WHAT NEEDS TO BE DONE
Write the records out again exactly as they read, dropping any picture they hold.

MATERIAL PROVIDED

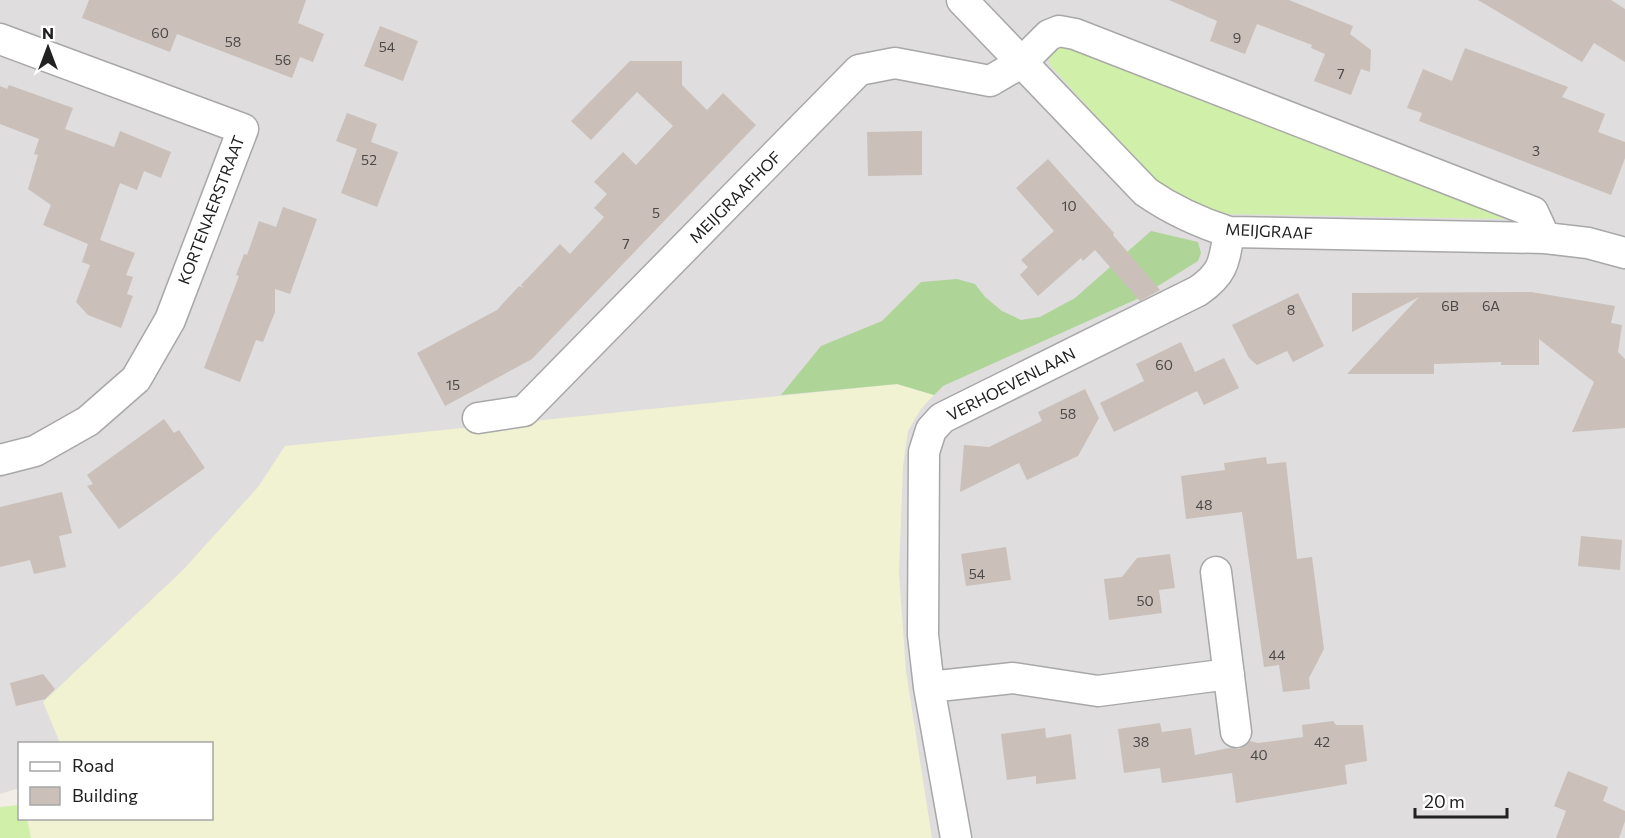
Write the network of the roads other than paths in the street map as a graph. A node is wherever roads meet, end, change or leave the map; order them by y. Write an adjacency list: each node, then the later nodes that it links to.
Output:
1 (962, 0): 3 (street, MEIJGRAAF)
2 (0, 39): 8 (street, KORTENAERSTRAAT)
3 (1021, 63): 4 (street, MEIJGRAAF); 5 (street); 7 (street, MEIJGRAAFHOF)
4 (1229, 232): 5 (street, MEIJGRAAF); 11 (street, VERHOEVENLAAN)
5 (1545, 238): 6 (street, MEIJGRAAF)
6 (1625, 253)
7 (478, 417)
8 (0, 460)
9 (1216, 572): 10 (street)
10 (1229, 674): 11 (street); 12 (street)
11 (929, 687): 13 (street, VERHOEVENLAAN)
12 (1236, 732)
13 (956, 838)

TASK RESULT
Write the network of the roads other than paths in the street map as a graph. A node is wherever roads meet, end, change or leave the map; order them by y. Write an adjacency list: each node, then the later nodes that it links to.
Output:
1 (962, 0): 3 (street, MEIJGRAAF)
2 (0, 39): 8 (street, KORTENAERSTRAAT)
3 (1021, 63): 4 (street, MEIJGRAAF); 5 (street); 7 (street, MEIJGRAAFHOF)
4 (1229, 232): 5 (street, MEIJGRAAF); 11 (street, VERHOEVENLAAN)
5 (1545, 238): 6 (street, MEIJGRAAF)
6 (1625, 253)
7 (478, 417)
8 (0, 460)
9 (1216, 572): 10 (street)
10 (1229, 674): 11 (street); 12 (street)
11 (929, 687): 13 (street, VERHOEVENLAAN)
12 (1236, 732)
13 (956, 838)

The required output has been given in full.